| Task requirements |
Look through the lines below; wherever the word "مرداویج" appears, copy that line.

===== Data shown =====

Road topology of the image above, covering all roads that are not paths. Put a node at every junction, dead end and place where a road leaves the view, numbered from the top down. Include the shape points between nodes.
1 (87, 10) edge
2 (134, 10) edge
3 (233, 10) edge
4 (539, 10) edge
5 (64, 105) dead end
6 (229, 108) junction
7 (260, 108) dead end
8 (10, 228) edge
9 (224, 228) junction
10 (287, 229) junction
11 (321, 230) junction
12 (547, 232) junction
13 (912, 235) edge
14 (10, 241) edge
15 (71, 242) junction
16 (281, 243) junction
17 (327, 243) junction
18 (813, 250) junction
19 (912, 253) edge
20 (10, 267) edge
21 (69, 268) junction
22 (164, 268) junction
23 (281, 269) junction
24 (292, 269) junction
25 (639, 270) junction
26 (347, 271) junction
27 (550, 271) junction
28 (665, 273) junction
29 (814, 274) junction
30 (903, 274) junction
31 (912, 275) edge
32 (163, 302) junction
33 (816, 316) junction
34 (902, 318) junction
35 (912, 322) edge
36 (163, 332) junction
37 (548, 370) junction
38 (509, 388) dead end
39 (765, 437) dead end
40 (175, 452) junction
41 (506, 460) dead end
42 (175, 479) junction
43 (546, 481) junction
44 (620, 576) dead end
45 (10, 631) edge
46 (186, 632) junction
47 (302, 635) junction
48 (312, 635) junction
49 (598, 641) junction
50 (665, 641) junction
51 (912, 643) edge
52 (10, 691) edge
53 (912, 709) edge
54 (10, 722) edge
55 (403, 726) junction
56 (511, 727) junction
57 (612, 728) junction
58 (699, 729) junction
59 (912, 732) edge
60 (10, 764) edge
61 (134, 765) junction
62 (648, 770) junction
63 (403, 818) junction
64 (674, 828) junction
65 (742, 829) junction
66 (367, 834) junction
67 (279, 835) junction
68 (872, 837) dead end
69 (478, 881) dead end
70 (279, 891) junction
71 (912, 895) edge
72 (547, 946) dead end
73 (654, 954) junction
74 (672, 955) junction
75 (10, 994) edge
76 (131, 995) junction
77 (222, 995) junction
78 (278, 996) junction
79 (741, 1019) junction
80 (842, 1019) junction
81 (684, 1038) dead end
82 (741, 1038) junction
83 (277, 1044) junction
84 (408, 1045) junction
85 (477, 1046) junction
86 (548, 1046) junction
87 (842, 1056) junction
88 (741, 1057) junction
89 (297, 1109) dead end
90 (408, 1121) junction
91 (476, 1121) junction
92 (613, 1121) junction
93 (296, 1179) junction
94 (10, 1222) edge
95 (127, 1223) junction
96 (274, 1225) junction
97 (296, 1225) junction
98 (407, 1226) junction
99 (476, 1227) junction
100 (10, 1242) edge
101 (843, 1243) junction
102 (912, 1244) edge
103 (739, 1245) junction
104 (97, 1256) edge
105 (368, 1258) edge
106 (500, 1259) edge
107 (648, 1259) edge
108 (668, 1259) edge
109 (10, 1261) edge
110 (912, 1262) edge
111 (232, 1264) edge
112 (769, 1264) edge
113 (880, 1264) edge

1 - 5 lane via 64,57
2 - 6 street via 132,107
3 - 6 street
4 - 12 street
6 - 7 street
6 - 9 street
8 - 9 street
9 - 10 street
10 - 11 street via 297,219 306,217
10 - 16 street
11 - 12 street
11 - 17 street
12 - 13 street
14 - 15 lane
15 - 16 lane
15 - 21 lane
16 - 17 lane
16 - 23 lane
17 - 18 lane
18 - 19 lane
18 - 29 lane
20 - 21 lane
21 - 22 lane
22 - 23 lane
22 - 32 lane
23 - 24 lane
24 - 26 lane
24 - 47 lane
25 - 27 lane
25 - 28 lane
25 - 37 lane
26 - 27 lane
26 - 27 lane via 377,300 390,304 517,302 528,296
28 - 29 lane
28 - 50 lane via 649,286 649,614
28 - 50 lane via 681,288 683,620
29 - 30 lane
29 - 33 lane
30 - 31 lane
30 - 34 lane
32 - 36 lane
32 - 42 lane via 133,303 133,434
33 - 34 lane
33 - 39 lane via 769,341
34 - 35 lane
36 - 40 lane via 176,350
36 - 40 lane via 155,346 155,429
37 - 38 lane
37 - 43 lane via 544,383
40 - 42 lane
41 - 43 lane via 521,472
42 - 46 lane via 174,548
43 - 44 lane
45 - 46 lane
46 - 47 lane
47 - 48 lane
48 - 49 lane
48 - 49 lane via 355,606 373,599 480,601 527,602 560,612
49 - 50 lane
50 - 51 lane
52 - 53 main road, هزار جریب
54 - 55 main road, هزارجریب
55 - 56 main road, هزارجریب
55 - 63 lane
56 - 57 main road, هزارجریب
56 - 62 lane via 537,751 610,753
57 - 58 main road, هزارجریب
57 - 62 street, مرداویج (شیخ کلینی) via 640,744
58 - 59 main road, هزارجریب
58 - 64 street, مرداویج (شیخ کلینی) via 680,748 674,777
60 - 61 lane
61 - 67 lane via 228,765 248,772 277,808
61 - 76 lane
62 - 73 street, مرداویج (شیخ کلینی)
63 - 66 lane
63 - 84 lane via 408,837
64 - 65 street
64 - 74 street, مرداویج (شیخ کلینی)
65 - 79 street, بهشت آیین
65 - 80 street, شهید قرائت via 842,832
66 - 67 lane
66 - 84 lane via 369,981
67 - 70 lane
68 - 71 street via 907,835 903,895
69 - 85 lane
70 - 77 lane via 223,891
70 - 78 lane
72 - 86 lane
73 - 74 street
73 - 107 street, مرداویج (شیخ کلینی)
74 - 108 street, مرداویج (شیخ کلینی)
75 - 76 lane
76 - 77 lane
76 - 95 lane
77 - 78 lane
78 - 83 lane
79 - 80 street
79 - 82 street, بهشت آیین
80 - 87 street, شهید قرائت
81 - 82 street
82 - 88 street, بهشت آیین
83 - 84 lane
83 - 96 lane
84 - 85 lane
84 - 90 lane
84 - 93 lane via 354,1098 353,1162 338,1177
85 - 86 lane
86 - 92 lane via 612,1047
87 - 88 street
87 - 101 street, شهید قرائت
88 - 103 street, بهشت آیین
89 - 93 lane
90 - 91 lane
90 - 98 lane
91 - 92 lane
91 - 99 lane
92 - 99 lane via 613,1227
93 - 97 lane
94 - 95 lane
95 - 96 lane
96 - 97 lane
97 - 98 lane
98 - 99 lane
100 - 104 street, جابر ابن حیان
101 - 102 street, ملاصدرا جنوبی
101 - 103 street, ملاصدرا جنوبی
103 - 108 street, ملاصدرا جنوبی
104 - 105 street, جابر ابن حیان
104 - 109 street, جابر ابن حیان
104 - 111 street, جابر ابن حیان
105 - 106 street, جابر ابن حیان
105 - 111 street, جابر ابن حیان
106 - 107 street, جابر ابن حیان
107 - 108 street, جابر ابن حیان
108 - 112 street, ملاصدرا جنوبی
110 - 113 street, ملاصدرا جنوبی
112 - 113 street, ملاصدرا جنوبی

=====

| Output |
57 - 62 street, مرداویج (شیخ کلینی) via 640,744
58 - 64 street, مرداویج (شیخ کلینی) via 680,748 674,777
62 - 73 street, مرداویج (شیخ کلینی)
64 - 74 street, مرداویج (شیخ کلینی)
73 - 107 street, مرداویج (شیخ کلینی)
74 - 108 street, مرداویج (شیخ کلینی)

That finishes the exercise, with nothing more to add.